Beslenmenize avokadoyu dahil etmek, glutatyon adı verilen antioksidan bir bileşiğin üretimini teşvik edebilir – bu, karaciğerin daha etkili çalışmasına yardımcı olur, bu da reçeteli ilaç kullanıyorsanız önemli olabilir. Avokado ayrıca sadece kalbi desteklemekle kalmayıp aynı zamanda yaşlanmanın gözle görülür etkilerini azaltmaya yardımcı olduğu görülen faydalı yağlara da katkıda bulunur.
B12 Vitamini
60 yaş üstü insanların yaklaşık %10-15’inde bu vitamin düşüktür – kas güçsüzlüğü ve sık sık ‘karıncalanma ve iğnelenme’ hissediyorsanız, bu sizin için geçerli olabilir. Et, balık, yumurta, süt ürünleri ve güçlendirilmiş kahvaltılık tahıllar gibi B12 açısından zengin gıdaları bolca tüketin.
D Vitamini
Yumurta ve yağ bakımından zengin balık gibi gıdalarda D vitamini bulunur.
Sonbahar ve kış aylarında beslenmemiz önemli bir D vitamini kaynağı haline gelir. Ancak, çok az gıdanın güvenilir kaynaklar olduğu göz önüne alındığında, yalnızca beslenmeyle yeterli miktarda D vitamini elde etmek zor olabilir, bu nedenle tüm yetişkinlerin soğuk aylarda günde 10 mikrogram D vitamini sağlayan bir takviye almayı düşünmeleri tavsiye edilir.
60’lı yaşlarımda ve sonrasında başka neler önemli olabilir?
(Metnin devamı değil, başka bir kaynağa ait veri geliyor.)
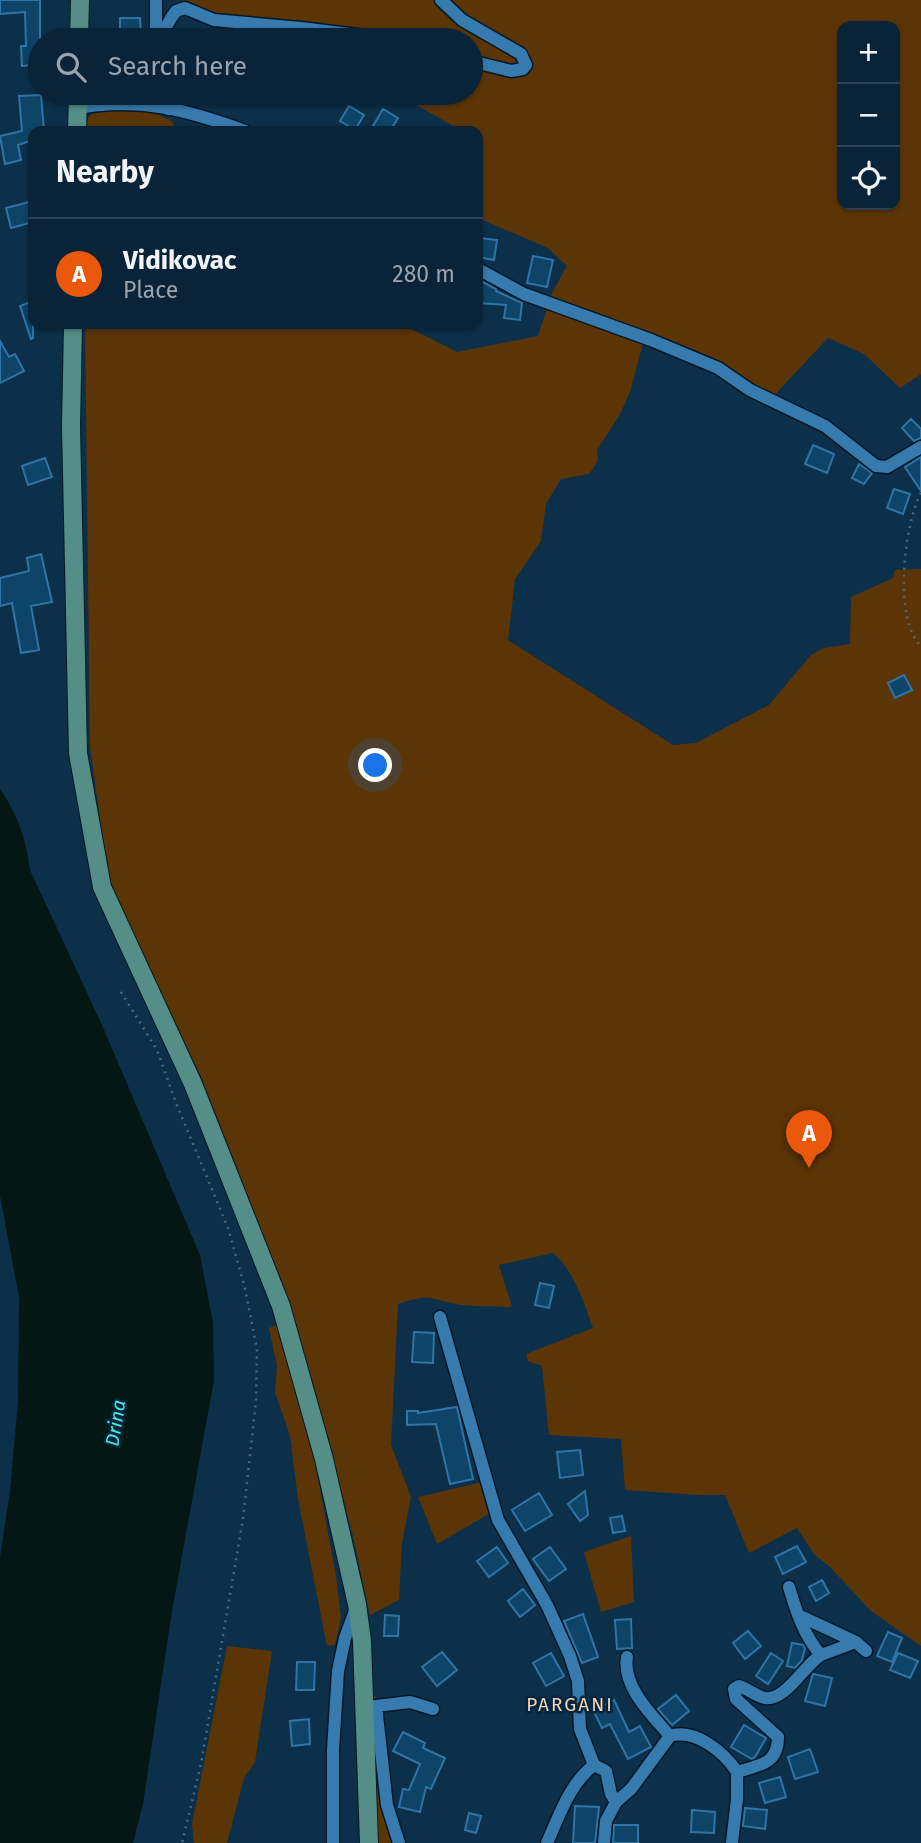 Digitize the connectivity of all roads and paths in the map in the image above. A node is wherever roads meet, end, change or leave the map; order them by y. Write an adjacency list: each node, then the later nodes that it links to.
1 (80, 0): 4 (street)
2 (156, 0): 5 (street)
3 (441, 0): 8 (street)
4 (79, 28)
5 (157, 28)
6 (165, 28): 7 (street)
7 (308, 28)
8 (476, 28)
9 (483, 32): 10 (street)
10 (483, 64)
11 (78, 105): 15 (street)
12 (137, 105): 14 (street)
13 (167, 105): 14 (street)
14 (168, 109): 16 (street)
15 (77, 126)
16 (232, 126)
17 (483, 272): 19 (street)
18 (73, 329): 25 (street)
19 (921, 447)
20 (921, 493): 21 (path)
21 (921, 646)
22 (121, 992): 35 (path)
23 (440, 1317): 32 (street)
24 (789, 1587): 26 (street)
25 (357, 1604): 29 (street); 36 (street)
26 (798, 1615): 27 (street); 27 (street)
27 (821, 1655): 33 (street)
28 (626, 1657): 31 (street)
29 (370, 1706): 30 (street); 37 (street); 38 (street)
30 (433, 1709)
31 (670, 1737): 33 (street); 34 (street)
32 (594, 1765): 34 (street); 39 (street)
33 (737, 1773): 41 (street)
34 (616, 1801): 40 (street)
35 (182, 1843)
36 (332, 1843)
37 (369, 1843)
38 (399, 1843)
39 (547, 1843)
40 (604, 1843)
41 (732, 1843)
Yaşlandıkça tat alma duyularımız hassasiyetini kaybeder, bu nedenle yiyeceklerinizi aşırı baharatlandırmamaya özen gösterin. Bazı insanlarda aşırı tuz kan basıncının yükselmesine, şişkinliğe ve kemik kaybının artmasına neden olabilir. Uzmanlar yetişkinlerin günde en fazla 6 g tuz tüketmesini öneriyor.